Balaban et al. [2] showed no difference in terms of pregnancy and implantation rates between embryos derived from morphologically normal or abnormal oocytes (the latter affected by extracytoplasmic, cytoplasmic, shape, and multiple defects). Similar results were obtained in the study of La Sala et al., which showed similar rates of implantation, total pregnancies/ET, clinical intrauterine pregnancy, singleton and multiple births, and ‘‘take-home’’ baby rates between oocyte with morphologically abnormalities (COC, ZP, PVS, PB, vacuolization, or granulation of the oocytes) and control group [42].

Likewise, Ten et al. did not observe associations between oocyte dysmorphisms (PVS content, shape, PB, cytoplasmic granularity, cytoplasmic vacuoles) and fertilization rate and embryo quality [7].

Chamayou et al. reported no associations between implantation, clinical pregnancy rates, and oocyte morphological abnormalities such as texture, inclusions, vacuoles, central granulation, PVS, PB, and shape [18].

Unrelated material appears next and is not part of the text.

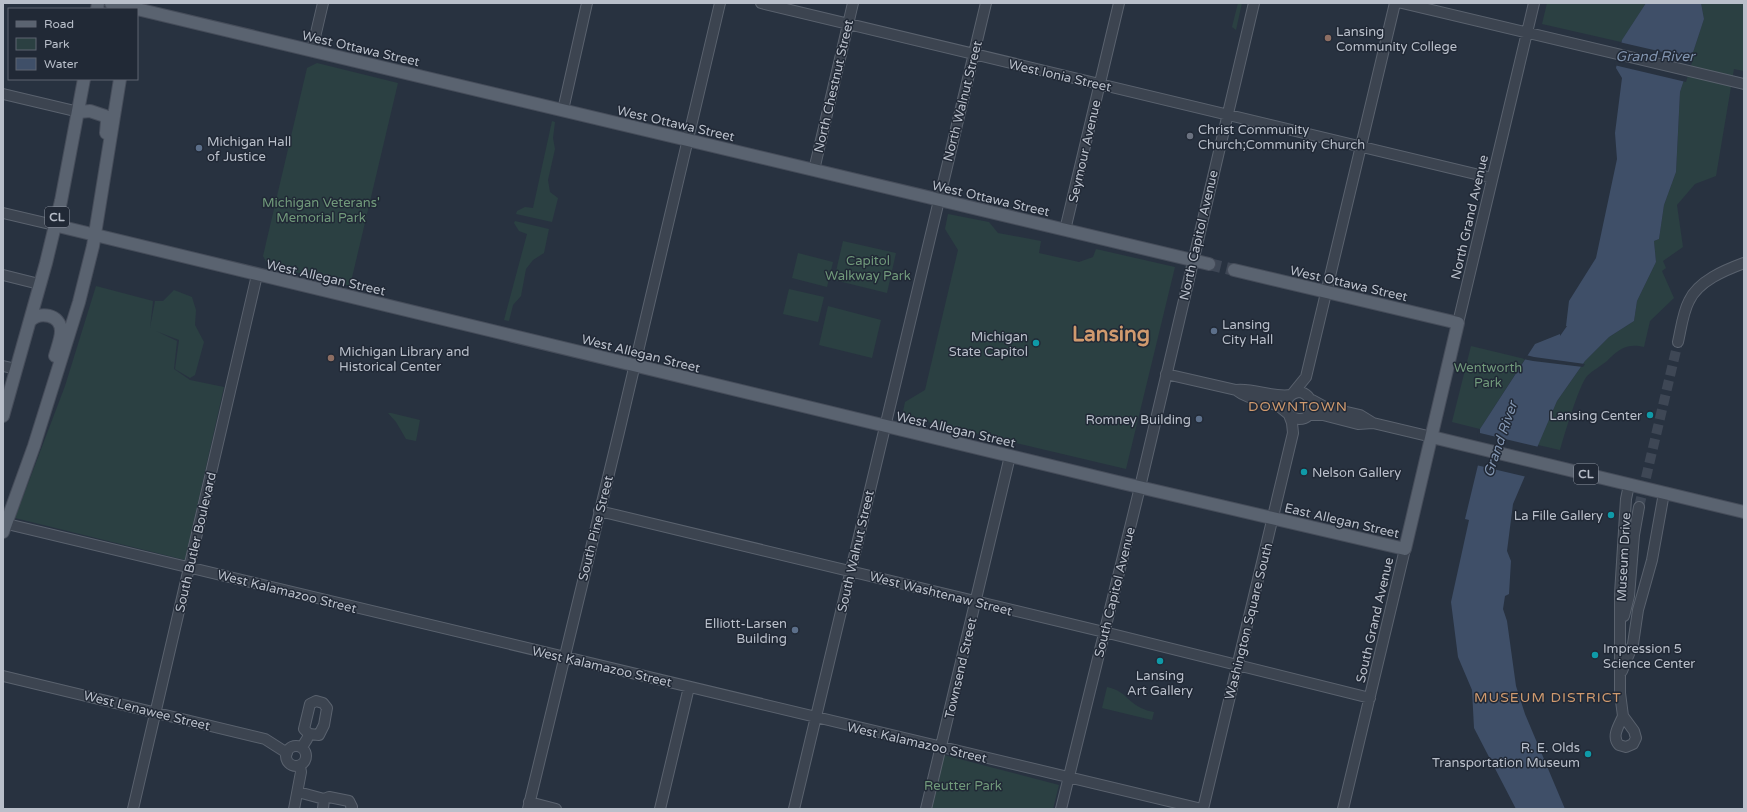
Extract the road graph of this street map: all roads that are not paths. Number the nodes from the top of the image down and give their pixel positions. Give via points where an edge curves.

In another study, oocytes with poor morphology (dark cytoplasm; many vacuoles in cytoplasm) developed into poor-quality embryos and produced lower pregnancy rate (5.5 versus 29.4%, affected and normal oocytes, respectively) [45].

In the study of Serhal et al. [60] were oocytes with abnormal cytoplasm (excessive granularity, cytoplasmic inclusions, SER clustering and refractile bodies) normal fertilization and early embryo development, but the resulting embryos had a lower implantation potential compared with controls.

With regard to cumulative effect of multiple abnormalities, 6 out of 10 papers indicated negative correlations with IVF outcome, generating an OLS of 6.00.

Discussion

The purpose of this systematic review was to evaluate studies focusing on assessment of oocyte morphology, with the aim to identify features able to predict developmental competence. From relevant studies selected for this analysis, we did not find unanimity for correlations between 11 specific dysmorphisms and IVF outcome. Meta-analyses are normally performed to extract collective information from multiple studies.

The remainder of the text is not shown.